I wear a RED hifi helmet, and dragon DX goggles. Both fitm me well and fit together (ie no gaps)


----------



## T.J. (Aug 28, 2007)

anon goggles are pretty nice. i have a pair and really like em. 

Pro-tec makes great skate/bmx helmets but i have no personal experience with thier snow helmets. They have been in business a long time so i'm sure they are nice as well.


----------



## Flick Montana (Jul 9, 2007)

Those products are good separate. As long as they work together, you'll be fine, but I can't attest to that.


----------



## EvoKnvl (Mar 5, 2008)

I'm got a RED Tantrum with Oakley Crowbars. They work great. There isn't a gap since it's got the little head strip to fill in the gaps though...


----------



## zakk (Apr 21, 2008)

helmets & boots are fit items. No matter how much you spent or how cool they are, if they don't fit, it'll suck.

Smith Holt was the only helmet that fit my fat head, even though it wasn't my first choice. 

only goggles that seemed to fit with it all was Smith and Von Zipper. 
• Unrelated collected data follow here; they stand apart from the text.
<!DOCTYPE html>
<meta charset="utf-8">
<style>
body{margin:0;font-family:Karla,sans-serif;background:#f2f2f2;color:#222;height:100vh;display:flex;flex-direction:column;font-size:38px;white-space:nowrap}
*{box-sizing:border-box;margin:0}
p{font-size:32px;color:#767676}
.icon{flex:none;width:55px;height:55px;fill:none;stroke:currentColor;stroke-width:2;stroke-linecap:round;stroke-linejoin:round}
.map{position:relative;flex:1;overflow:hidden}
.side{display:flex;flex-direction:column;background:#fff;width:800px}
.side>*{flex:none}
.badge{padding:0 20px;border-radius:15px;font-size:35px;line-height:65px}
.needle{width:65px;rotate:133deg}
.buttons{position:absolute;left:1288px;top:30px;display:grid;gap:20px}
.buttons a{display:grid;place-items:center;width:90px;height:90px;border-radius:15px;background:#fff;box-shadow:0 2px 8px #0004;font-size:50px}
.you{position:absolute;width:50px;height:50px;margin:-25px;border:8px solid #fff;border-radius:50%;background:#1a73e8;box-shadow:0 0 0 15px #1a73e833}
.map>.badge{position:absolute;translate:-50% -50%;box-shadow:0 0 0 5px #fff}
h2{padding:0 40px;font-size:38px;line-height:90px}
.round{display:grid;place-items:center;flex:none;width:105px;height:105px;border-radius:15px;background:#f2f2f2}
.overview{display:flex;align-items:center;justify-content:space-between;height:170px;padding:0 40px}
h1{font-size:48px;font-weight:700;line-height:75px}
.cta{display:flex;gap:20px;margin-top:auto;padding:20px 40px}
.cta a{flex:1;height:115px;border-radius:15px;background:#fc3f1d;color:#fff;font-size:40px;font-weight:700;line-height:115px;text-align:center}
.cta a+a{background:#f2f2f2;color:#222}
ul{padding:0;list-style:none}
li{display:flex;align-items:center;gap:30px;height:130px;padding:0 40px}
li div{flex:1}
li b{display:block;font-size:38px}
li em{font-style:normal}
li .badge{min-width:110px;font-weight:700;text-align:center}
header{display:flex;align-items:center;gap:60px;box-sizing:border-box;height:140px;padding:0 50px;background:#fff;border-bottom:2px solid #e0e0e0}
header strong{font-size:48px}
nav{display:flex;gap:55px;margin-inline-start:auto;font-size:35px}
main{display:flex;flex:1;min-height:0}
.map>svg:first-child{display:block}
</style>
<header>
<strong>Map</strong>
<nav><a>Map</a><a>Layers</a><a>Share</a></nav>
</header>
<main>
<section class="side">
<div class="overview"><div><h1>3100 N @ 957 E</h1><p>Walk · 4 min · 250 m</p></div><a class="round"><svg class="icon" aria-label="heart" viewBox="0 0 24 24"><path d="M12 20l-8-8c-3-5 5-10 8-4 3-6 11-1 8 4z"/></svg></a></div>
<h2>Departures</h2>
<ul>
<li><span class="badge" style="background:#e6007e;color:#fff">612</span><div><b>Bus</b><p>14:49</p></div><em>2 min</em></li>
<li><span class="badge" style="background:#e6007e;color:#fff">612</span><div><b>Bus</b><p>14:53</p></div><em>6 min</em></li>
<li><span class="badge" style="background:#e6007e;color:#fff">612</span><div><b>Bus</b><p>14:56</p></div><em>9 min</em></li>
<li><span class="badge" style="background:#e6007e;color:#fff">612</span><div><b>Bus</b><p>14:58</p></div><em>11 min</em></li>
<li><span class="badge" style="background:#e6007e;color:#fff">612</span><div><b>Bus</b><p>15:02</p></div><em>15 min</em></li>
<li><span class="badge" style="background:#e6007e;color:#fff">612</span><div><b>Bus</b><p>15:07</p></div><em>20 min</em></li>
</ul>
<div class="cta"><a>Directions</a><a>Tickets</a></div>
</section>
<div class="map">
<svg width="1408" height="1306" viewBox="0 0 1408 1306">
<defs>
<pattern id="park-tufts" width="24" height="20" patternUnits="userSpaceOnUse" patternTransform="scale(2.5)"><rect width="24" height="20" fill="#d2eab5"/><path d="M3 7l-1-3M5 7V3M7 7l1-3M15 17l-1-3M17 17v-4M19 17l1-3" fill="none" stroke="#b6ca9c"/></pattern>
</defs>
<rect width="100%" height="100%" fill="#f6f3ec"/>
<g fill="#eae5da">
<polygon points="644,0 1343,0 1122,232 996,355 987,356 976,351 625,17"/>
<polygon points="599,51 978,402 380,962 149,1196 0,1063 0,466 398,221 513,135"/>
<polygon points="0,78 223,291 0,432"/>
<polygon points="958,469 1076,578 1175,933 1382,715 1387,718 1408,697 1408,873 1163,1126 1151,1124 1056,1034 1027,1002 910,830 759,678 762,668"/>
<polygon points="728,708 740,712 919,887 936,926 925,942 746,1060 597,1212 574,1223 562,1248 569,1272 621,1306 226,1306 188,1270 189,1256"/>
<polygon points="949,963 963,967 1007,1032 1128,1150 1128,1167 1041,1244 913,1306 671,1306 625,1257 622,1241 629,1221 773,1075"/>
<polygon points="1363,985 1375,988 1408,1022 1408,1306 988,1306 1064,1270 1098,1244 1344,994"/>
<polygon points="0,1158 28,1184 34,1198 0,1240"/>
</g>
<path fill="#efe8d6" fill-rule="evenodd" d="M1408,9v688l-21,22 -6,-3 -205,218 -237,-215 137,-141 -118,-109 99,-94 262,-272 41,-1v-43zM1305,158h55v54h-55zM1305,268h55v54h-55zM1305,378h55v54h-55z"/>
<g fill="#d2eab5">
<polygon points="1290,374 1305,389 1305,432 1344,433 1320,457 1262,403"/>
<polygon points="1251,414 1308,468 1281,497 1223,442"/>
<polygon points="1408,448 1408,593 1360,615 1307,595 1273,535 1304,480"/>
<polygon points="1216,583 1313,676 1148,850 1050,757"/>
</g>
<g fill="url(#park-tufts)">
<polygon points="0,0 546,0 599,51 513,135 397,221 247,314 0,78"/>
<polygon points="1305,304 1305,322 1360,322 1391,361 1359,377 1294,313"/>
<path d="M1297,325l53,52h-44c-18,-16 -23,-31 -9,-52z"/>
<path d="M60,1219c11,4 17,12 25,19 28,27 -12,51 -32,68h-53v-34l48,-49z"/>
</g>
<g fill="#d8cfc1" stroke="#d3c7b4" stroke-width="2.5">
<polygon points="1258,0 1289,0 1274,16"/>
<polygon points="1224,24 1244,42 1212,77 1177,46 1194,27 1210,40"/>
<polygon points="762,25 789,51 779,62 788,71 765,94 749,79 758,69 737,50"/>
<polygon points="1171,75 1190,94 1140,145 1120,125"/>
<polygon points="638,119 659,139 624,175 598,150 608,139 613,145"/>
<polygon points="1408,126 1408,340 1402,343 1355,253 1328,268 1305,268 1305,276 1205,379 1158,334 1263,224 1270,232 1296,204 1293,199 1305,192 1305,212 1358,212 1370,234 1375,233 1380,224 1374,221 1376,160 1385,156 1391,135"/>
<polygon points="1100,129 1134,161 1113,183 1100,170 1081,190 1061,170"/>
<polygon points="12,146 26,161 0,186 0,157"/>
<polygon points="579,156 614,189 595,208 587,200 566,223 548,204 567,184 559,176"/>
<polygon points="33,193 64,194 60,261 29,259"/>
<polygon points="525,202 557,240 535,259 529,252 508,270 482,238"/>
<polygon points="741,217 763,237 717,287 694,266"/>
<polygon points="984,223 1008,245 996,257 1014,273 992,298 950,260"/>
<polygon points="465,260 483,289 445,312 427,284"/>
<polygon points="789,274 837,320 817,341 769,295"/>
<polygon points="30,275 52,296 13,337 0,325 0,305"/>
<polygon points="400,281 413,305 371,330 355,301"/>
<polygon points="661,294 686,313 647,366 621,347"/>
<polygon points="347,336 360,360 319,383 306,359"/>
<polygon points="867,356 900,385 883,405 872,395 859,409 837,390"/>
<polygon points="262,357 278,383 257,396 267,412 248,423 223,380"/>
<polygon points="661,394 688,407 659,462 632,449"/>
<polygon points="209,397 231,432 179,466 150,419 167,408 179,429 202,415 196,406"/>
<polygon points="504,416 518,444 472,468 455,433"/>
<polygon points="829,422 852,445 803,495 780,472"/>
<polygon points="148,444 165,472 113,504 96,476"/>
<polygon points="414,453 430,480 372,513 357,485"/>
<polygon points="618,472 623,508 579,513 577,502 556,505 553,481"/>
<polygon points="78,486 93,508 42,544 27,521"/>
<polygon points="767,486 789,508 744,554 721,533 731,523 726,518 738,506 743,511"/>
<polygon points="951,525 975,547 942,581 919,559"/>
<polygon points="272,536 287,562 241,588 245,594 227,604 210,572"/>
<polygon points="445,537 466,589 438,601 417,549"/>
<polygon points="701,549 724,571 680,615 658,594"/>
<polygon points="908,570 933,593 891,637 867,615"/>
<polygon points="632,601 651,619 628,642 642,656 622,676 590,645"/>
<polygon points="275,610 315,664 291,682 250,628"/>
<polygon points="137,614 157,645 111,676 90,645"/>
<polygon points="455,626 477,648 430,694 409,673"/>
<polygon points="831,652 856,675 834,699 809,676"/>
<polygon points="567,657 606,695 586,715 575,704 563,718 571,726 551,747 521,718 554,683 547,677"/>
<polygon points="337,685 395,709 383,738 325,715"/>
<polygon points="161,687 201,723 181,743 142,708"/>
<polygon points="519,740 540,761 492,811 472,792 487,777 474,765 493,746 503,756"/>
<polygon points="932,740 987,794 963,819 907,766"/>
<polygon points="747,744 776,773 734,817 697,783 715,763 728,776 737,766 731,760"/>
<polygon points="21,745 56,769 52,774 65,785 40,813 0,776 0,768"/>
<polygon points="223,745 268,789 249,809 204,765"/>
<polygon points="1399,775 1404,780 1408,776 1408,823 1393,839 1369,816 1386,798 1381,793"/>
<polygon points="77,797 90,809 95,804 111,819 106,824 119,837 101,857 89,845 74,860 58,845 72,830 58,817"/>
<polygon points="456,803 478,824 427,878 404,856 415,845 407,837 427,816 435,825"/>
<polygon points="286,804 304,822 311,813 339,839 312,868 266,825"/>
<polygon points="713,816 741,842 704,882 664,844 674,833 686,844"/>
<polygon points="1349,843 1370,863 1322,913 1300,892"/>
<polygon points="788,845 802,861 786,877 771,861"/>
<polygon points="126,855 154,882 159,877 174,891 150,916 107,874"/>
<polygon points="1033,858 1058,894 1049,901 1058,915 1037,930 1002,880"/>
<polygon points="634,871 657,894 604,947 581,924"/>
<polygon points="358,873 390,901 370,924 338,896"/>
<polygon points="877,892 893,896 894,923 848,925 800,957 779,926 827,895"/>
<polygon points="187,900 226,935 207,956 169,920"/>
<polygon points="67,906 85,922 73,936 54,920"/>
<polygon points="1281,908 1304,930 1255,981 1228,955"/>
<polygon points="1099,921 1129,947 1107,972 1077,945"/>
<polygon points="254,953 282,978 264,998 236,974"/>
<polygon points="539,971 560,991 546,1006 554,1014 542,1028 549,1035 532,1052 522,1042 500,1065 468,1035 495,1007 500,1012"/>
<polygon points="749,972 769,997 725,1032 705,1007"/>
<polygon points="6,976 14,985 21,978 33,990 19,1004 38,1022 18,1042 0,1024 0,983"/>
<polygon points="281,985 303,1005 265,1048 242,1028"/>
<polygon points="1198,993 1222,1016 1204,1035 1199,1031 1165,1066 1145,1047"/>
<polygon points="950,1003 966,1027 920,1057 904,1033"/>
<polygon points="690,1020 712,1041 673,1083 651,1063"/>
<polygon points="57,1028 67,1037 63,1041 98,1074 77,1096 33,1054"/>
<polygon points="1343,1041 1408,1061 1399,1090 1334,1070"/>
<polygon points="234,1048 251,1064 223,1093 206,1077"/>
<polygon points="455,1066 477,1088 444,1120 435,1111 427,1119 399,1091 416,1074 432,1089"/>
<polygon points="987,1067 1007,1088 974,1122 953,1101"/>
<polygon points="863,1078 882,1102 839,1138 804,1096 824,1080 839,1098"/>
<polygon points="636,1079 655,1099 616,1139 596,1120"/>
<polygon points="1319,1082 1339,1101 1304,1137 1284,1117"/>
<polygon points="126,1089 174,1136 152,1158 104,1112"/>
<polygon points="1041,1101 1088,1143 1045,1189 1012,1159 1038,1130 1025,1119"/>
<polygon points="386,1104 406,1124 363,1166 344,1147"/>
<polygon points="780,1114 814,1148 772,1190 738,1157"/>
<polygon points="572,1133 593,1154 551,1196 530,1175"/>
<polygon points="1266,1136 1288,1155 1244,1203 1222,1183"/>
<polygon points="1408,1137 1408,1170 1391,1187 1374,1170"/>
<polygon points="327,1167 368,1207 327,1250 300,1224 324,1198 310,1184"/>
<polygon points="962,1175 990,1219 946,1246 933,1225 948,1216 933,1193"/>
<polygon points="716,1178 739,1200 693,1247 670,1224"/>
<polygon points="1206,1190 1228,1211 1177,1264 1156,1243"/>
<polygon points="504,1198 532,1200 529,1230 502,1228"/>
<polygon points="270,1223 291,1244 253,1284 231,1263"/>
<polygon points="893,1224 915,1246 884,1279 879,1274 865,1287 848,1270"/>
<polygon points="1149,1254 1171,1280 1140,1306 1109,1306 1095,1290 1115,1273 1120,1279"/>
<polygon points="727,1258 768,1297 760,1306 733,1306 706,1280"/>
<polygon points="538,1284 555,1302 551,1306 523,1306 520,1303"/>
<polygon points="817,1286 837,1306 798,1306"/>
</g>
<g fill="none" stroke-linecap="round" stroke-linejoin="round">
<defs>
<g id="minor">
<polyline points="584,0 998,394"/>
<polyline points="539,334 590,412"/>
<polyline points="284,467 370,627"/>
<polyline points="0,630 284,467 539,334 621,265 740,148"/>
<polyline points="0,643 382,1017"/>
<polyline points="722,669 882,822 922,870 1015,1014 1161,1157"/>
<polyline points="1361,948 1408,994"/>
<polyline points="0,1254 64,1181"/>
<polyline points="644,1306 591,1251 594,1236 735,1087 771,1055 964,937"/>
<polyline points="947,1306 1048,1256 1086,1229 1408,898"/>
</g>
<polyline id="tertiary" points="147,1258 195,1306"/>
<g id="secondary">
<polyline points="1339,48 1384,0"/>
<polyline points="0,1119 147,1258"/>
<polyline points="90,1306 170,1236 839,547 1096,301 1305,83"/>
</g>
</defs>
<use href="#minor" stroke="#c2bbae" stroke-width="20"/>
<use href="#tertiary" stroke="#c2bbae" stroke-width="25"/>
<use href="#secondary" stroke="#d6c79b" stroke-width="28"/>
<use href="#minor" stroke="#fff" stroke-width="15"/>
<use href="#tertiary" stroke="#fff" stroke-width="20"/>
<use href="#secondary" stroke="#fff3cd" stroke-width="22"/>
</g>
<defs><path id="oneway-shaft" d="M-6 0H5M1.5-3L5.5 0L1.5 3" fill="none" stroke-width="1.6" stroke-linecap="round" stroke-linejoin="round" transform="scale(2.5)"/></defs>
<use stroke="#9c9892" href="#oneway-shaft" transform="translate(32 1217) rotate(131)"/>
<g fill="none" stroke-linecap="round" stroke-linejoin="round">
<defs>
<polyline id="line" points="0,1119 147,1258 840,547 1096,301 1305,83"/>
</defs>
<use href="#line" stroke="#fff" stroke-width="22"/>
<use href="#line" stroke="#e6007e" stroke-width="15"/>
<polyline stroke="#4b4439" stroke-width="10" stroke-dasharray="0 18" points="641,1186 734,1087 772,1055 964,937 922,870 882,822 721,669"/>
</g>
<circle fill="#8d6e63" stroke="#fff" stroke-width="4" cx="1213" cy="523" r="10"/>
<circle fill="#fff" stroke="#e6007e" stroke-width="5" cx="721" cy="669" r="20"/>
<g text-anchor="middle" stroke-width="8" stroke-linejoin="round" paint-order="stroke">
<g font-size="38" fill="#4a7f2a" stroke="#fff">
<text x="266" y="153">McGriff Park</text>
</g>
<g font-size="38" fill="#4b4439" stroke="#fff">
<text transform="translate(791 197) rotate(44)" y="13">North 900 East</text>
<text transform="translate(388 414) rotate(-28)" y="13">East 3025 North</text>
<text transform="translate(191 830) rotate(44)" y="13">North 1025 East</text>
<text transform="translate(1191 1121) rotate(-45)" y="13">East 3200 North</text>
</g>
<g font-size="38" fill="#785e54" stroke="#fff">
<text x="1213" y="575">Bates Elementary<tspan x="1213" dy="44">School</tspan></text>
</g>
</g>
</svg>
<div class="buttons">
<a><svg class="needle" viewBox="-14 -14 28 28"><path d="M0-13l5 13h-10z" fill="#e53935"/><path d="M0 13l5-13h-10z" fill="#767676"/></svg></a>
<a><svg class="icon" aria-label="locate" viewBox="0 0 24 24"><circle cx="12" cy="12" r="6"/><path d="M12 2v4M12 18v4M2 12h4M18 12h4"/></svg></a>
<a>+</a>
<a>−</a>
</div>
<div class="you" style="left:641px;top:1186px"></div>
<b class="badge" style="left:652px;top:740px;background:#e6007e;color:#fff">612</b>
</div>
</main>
Not bad choices, but if I had got a Giro helmet with Smith goggles without trying them on, I would have been in a world of hurt.


----------



## Guest (Dec 10, 2008)

if i wear my helm with my goggles i have a little gap between the top
of my goggle and my helm (1cm) is that bad?


----------



## Guest (Dec 10, 2008)

Biggs said:


> If it is skin showing, I would say yes. If the space is taken up by actual padding from your goggles, I'd say you're fine.


no skin is showing...
but don't have cash for new goggles, why is it bad?


----------



## zakk (Apr 21, 2008)

I can't believe that safety has now turned to Fashion Faux Pas. White shoes are now OK after Labor Day, but skin showing between the helmet and the goggles is going to get you on Page Six? 

Wow.


----------



## Guest (Dec 10, 2008)

if it is only a fashion thing i don't care
don't matter how i look
its how i ride that counts ^^


----------